Despite being a sporty person since her primary school days, Iylia has not gone out for a jog even after Covid-19 restrictions were eased.
“When the number of cases were high and we couldn’t go out, I started to lose motivation. After a while, I just stopped exercising,” she said.
These are not isolated cases, as many Malaysians are finding it hard to get back to their pre-Covid-19 routines.
Centre of Dietetics, Faculty of Health Sciences, Universiti Teknologi Mara (UiTM) director Assoc Prof Dr Norazmir Md Nor said that complacency could happen, more so because of distractions from the wide usage of gadgets and social media.
“Even I myself find it very hard to get back to my active lifestyle since the MCO. Previously, I would be outdoors, going for mountain climbing, hiking and jogging, but now I guess we are getting complacent.
“Even my friends, other health sciences lecturers and doctors are struggling to get back to their normal routine,” he said.
Dr Norazmir said Malaysians, however, need to restart their healthy lifestyle or the country could maintain its position as the most obese nation in South-East Asia.
To start off, he said that self-awareness was most important, adding that people should look for support groups to help them find the motivation to restart their healthy lifestyle.
“We need to surround ourselves with those who exercise or workout because it is difficult to do it on our own unless we have health conditions that force us to do so,” he added.
Dr Norazmir said family support was also important.
“Sometimes when I am not motivated, my wife will ask me to join her for a jog or at least go for a brisk walk,” he said.
He said Malaysians should exercise at least three times a week, 20 minutes each session.
The past two years of living amid Covid-19 restrictions has also impacted people’s food intake.
“It seems like we are taking ‘revenge’ after two years of not being able to go out. Now we eat everything, especially during the festive period.

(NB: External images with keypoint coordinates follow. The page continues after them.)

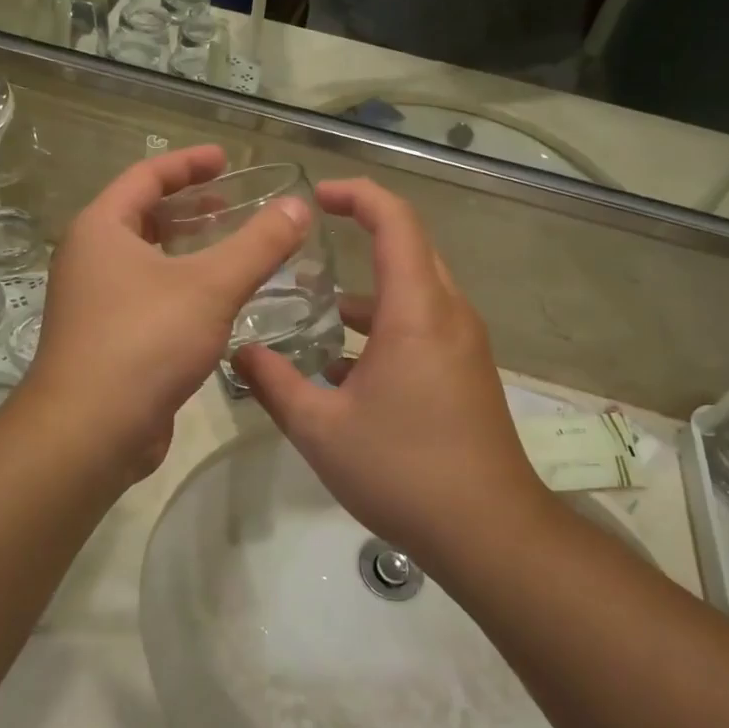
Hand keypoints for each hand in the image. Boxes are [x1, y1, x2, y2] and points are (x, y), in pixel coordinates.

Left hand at [21, 146, 308, 489]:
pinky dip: (183, 286)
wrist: (91, 431)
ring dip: (189, 249)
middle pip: (144, 216)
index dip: (188, 164)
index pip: (146, 176)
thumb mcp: (210, 286)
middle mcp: (91, 259)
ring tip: (233, 246)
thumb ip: (258, 244)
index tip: (226, 159)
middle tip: (235, 202)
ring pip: (148, 259)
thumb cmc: (145, 341)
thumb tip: (299, 206)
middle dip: (191, 207)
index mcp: (101, 229)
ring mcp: (95, 301)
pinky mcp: (108, 339)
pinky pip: (150, 296)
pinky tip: (218, 300)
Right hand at [235, 179, 547, 564]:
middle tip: (308, 244)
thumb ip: (273, 383)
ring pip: (414, 290)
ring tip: (314, 309)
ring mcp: (463, 343)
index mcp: (417, 310)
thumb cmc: (402, 470)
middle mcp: (448, 314)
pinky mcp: (466, 371)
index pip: (395, 221)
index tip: (316, 196)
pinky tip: (343, 365)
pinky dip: (384, 325)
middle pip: (408, 248)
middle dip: (360, 234)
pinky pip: (424, 324)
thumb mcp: (320, 428)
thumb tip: (239, 352)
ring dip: (368, 291)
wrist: (488, 532)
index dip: (356, 196)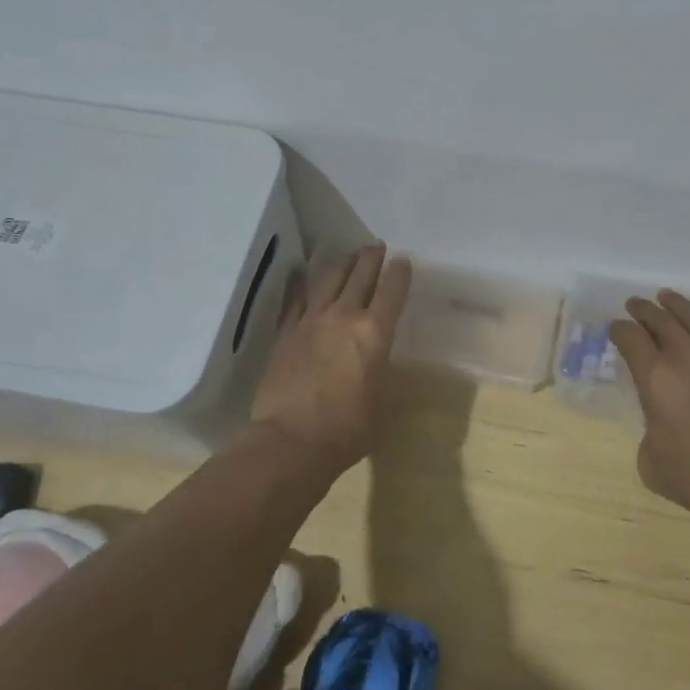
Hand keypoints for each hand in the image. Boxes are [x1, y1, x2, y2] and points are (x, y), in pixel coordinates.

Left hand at [251, 244, 412, 473]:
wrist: (291, 442)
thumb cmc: (348, 429)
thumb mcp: (384, 403)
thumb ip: (385, 374)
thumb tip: (383, 363)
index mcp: (375, 332)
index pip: (392, 291)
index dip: (400, 273)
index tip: (403, 261)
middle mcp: (344, 316)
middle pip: (360, 275)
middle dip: (372, 258)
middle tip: (378, 247)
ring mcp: (311, 321)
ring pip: (329, 280)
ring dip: (343, 264)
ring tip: (349, 255)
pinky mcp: (286, 333)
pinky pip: (296, 299)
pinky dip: (304, 284)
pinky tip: (305, 275)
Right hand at [609, 291, 689, 530]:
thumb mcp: (654, 467)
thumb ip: (648, 434)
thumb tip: (659, 422)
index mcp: (655, 378)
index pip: (630, 339)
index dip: (619, 330)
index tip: (616, 329)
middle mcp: (686, 354)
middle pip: (659, 319)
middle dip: (643, 310)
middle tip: (635, 304)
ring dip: (677, 304)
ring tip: (667, 296)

“During weekends, food stalls are packed. We need to be moderate in our intake, we may think that we are healthy but we have no idea about our heart condition,” he said.
Deputy dean of Universiti Putra Malaysia’s Faculty of Medicine and Health Sciences Assoc Prof Dr Barakatun Nisak Mohd Yusof suggested using trackers and having a structured goal.

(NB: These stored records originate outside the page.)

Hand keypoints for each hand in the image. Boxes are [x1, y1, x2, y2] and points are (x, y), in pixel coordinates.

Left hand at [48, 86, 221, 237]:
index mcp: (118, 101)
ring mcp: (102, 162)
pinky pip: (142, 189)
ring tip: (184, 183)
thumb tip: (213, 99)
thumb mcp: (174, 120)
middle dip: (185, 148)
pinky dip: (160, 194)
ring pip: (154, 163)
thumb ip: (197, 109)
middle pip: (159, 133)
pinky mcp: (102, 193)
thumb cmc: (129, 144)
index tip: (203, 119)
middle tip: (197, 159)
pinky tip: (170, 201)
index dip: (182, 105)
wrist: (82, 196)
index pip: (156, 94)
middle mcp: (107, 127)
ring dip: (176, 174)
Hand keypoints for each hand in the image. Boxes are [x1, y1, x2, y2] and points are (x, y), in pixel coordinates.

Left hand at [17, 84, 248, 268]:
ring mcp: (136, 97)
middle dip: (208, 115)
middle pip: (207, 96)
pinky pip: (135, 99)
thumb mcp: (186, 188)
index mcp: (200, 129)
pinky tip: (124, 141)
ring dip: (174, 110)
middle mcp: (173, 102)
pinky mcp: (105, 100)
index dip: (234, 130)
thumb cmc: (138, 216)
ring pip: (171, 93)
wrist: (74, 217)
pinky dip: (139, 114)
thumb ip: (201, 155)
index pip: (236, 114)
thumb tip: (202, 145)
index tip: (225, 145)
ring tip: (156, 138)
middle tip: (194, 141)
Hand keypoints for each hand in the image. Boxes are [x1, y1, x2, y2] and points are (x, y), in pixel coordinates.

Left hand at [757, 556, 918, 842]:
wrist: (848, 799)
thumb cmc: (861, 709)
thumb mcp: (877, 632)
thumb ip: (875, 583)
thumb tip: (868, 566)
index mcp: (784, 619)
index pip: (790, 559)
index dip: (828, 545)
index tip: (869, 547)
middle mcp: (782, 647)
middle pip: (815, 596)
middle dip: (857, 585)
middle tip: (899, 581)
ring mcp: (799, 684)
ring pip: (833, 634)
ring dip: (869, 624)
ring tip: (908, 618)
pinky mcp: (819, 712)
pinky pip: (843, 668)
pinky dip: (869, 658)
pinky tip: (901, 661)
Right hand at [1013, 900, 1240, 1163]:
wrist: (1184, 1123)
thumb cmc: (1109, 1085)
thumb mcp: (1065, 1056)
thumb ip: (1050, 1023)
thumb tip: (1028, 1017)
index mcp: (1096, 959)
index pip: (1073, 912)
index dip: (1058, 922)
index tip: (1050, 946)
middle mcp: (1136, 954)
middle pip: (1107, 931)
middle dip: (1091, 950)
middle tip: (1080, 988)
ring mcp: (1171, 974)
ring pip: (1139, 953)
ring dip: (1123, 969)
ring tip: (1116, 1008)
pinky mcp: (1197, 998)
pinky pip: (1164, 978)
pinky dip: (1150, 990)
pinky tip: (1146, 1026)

“Start reinstalling whatever apps to track your activity and calorie intake.
“We also need to have a goal. Try to achieve at least 8,000 steps at first and then 10,000, if you can,” she said.
She said a person could achieve 2,000 steps in 10 minutes.

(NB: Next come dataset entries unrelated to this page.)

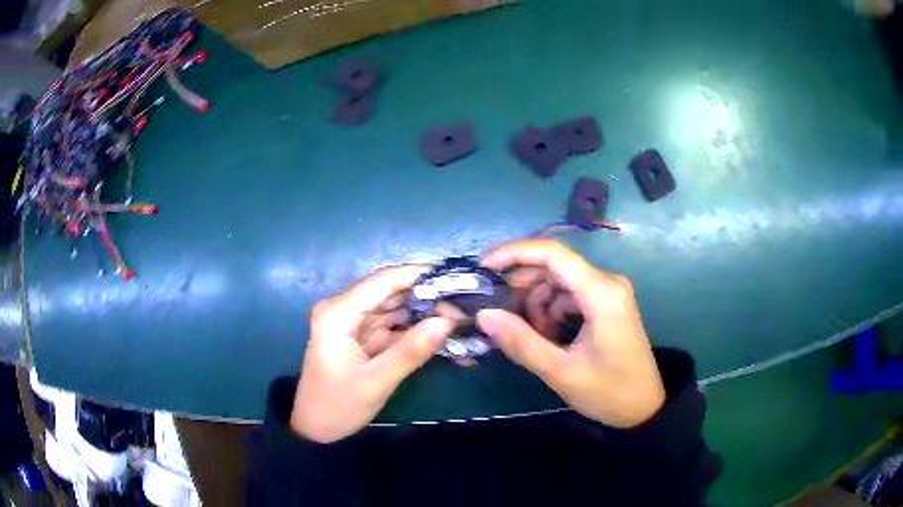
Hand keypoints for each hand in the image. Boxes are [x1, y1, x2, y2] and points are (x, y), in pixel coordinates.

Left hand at [290, 266, 454, 442]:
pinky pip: (394, 326)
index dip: (420, 275)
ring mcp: (354, 322)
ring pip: (396, 308)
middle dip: (429, 297)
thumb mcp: (375, 382)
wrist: (315, 429)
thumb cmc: (337, 406)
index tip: (457, 279)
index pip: (383, 281)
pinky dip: (416, 331)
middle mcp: (345, 309)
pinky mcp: (362, 336)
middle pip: (392, 292)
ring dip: (426, 313)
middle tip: (466, 308)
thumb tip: (447, 322)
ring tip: (462, 319)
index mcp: (339, 313)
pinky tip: (442, 335)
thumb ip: (410, 351)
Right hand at [477, 238, 664, 427]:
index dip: (514, 253)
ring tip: (530, 337)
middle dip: (523, 287)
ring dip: (537, 304)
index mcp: (601, 293)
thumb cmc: (608, 392)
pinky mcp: (606, 305)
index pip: (553, 253)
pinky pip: (569, 297)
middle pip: (554, 267)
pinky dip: (551, 312)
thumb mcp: (561, 372)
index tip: (483, 266)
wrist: (644, 409)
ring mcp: (608, 293)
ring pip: (559, 283)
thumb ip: (521, 341)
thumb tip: (484, 314)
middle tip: (499, 314)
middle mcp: (607, 282)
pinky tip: (547, 338)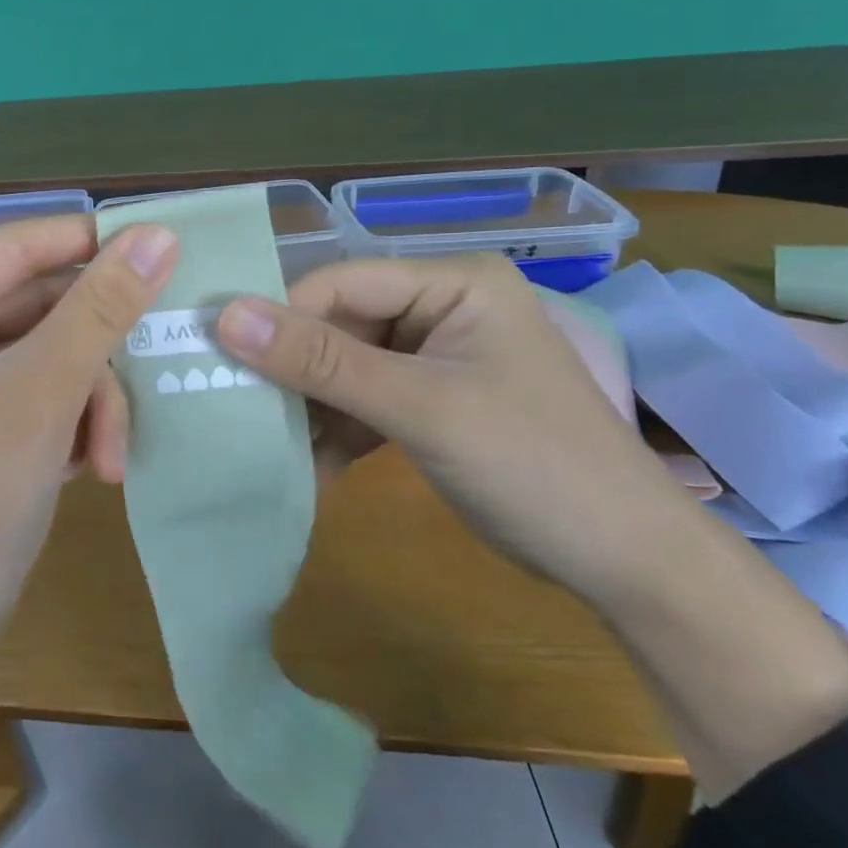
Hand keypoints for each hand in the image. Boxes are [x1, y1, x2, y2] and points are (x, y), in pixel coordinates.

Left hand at [0, 213, 178, 644]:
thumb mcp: (45, 394)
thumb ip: (101, 308)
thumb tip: (157, 234)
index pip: (18, 247)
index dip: (89, 242)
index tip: (162, 249)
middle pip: (41, 306)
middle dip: (93, 359)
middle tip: (145, 381)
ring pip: (52, 353)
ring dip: (90, 402)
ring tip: (108, 459)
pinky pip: (43, 390)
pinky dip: (73, 421)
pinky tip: (87, 466)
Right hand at [213, 253, 683, 601]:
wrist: (627, 565)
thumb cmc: (535, 466)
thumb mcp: (422, 408)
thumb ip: (323, 362)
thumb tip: (227, 315)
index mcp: (453, 284)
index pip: (341, 283)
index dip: (281, 316)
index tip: (220, 357)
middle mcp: (440, 308)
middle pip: (339, 324)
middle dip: (293, 371)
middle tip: (234, 405)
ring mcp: (433, 357)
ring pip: (343, 367)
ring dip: (308, 407)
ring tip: (262, 441)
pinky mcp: (428, 401)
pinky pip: (362, 402)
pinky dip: (335, 432)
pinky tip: (306, 467)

Dr Barakatun said healthy eating should also be a habit.
“We cannot eat healthy only every once in a while, it should be a routine.
“Those with health conditions or at high risk should also go for medical check-ups. We saw during the pandemic where we saw those with chronic diseases were the ones who were most affected,” she said.
Those aged 40 and above should consistently do medical check-ups as they need to know their health status, she added.